Orcas, often called killer whales, have been here for around 5 million years. Like death, taxes and Mick Jagger, you don’t expect the orca to change very much. Now, one group of orcas has started attacking sailboats off the Iberian peninsula and the effects are sometimes catastrophic.
Since 2020, about 630 boats in the Strait of Gibraltar and off the Atlantic coastline from Great Britain to Morocco have been attacked by orcas. The primary damage they cause is to the boat’s rudder, though other contact has occurred. Seven boats have been sunk. No one aboard the boats has been injured.
While there has been much conjecture, there is no scientific consensus on why these attacks have begun. Put in perspective, sailing vessels have been traveling these waters since the Iron Age with no recorded encounters with orcas. This is new, causing considerable trauma among the thousands of mostly leisure sailors who travel these waters every year.
Beyond the dangers of being in a crippled boat at sea, many boaters have faced massive repair and towing bills after an attack. Expat sailors dreaming of sailing these waters have been forced to deal with this new reality.
Sighting orcas used to be something you excitedly reported on your YouTube channel. Now it might need to be reported to your insurance agent.
What can be done?
Orcas are extremely intelligent animals with sophisticated social structures. Over thousands of millennia, they have evolved as one of the most widely dispersed mammals on earth (second only to humans), adapting to environments as diverse as tropical seas and arctic coastlines. Like human communities, as orcas spread out, they adopt behaviors appropriate to the location.
Across the oceans, separate communities of orcas communicate differently, consume different diets and hunt in ways unique to their pods. The orcas of the Iberian peninsula are the only orcas currently attacking sailboats.
The question is, “What can be done?”
• Will firecrackers scare them away? (patently illegal)
• How about underwater speakers blaring irritating rock music (insert your own love-to-hate name here)?
• Online you can buy special “pingers” and propellers claiming to deter the orcas and sharp, orca-deterring blades that can be attached to the rudders.

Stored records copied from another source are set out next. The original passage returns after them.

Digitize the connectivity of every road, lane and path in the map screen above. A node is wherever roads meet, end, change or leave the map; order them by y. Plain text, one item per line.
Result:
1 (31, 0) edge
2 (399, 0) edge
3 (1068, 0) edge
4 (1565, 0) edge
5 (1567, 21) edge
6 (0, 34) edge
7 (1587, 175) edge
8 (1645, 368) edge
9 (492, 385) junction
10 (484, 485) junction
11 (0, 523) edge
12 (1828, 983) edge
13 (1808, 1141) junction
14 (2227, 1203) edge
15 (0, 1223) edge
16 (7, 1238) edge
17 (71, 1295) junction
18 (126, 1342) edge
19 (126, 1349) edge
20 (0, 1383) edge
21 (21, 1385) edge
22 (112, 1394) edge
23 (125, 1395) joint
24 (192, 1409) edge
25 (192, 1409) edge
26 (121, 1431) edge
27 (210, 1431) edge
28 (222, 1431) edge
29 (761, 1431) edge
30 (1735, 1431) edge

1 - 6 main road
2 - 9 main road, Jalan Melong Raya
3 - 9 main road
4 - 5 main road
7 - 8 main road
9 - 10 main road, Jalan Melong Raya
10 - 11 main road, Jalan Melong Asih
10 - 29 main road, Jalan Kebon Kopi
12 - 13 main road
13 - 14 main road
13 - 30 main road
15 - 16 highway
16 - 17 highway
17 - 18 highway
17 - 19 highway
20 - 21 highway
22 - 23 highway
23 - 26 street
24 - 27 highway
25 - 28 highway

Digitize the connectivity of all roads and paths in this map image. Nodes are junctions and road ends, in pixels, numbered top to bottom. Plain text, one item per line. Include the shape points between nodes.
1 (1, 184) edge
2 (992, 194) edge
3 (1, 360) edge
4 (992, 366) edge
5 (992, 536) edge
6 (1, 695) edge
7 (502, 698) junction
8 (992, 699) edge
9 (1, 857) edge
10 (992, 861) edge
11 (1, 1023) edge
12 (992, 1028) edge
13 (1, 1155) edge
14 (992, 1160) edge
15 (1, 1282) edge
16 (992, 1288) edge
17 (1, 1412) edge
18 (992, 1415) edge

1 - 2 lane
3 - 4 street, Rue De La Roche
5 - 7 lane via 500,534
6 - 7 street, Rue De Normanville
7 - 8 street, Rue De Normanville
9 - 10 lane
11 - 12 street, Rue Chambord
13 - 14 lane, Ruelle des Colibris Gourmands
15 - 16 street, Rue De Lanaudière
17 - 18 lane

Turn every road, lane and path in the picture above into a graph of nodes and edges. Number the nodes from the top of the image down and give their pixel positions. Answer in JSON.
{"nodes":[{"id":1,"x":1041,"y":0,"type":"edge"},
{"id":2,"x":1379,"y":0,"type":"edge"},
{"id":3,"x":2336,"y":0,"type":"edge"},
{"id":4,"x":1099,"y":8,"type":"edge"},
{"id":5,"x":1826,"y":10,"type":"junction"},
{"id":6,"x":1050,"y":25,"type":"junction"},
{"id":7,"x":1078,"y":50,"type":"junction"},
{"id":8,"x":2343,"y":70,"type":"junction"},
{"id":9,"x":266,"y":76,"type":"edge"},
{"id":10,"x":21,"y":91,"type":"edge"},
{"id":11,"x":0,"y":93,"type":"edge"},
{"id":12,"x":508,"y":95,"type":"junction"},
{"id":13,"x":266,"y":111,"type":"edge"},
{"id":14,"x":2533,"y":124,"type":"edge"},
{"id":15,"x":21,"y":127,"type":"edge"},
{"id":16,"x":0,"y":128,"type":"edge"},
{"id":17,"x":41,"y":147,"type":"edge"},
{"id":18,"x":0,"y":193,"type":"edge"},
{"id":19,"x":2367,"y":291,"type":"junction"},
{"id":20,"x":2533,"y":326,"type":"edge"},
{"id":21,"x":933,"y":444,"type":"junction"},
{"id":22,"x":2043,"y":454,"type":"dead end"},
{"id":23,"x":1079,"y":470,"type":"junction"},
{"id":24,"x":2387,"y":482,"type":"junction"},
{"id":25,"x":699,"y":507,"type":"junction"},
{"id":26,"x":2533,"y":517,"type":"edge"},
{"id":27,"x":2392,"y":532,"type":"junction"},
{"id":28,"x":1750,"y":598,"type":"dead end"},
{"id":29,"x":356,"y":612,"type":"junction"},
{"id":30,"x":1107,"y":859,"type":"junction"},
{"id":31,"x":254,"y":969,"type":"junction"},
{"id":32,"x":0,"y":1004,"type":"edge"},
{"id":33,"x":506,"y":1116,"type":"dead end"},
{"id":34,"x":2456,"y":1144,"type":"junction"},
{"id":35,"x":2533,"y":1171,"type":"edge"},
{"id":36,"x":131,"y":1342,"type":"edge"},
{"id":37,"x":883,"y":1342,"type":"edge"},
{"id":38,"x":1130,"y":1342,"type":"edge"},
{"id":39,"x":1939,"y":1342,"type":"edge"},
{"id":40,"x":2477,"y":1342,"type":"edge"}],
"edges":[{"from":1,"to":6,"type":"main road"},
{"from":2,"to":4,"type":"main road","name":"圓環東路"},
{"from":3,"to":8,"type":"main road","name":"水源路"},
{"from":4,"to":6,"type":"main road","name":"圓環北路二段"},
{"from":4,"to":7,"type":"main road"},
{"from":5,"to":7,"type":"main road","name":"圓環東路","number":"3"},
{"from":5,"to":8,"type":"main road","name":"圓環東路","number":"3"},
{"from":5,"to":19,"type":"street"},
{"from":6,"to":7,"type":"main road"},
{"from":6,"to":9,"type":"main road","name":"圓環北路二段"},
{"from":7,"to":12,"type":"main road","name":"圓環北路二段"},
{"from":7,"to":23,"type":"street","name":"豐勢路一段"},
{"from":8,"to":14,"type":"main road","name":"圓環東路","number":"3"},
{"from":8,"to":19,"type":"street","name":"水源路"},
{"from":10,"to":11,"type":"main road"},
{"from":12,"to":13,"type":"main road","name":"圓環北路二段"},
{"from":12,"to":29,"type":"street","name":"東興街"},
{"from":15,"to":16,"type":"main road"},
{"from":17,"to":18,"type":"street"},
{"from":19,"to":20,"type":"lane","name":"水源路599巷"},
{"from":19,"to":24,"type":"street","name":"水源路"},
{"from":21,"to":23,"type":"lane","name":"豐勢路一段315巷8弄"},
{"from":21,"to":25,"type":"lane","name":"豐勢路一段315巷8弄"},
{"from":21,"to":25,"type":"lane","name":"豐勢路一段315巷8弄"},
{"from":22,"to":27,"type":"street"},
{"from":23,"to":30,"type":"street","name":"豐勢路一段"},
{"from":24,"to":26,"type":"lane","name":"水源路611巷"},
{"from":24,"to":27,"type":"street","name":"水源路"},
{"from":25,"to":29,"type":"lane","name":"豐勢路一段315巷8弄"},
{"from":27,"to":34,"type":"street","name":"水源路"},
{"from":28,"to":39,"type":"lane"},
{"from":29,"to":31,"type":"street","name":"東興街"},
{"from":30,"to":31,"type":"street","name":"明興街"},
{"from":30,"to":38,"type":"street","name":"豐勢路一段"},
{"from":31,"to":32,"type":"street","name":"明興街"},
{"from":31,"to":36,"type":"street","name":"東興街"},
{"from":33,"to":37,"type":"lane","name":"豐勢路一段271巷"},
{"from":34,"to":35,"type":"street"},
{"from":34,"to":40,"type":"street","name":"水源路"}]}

• My favorite strategy was the catamaran crew who repaired their damaged rudder and painted it in bold, orca-friendly letters “We freed Willie. Leave us alone.”
Guidelines
So far, none of these strategies has been proven more than anecdotally to be helpful. Organizations and governments have come together to help. For many sailors traveling through Gibraltar, the most important of these groups is Orcas.pt, a citizen-supported platform. In collaboration with sailors, marine biologists and government agencies, the objective is to use good science and modern communication to guide sailors through these waters.
While being clear that no strategy is guaranteed, Orcas.pt has found excellent success with
sailors who follow three guidelines:
• Know where the orcas are.
• Stay in waters less than 20 meters deep.
• If approached by orcas, keep moving, if possible, to shallower waters.
To the first point, a vibrant community has come together to provide up-to-the-hour information on the Internet. Staying shallow is not based on the behavior of orcas but of tuna, the only source of food for Iberian orcas. Tuna are rarely found in such shallow waters, so why would orcas go there?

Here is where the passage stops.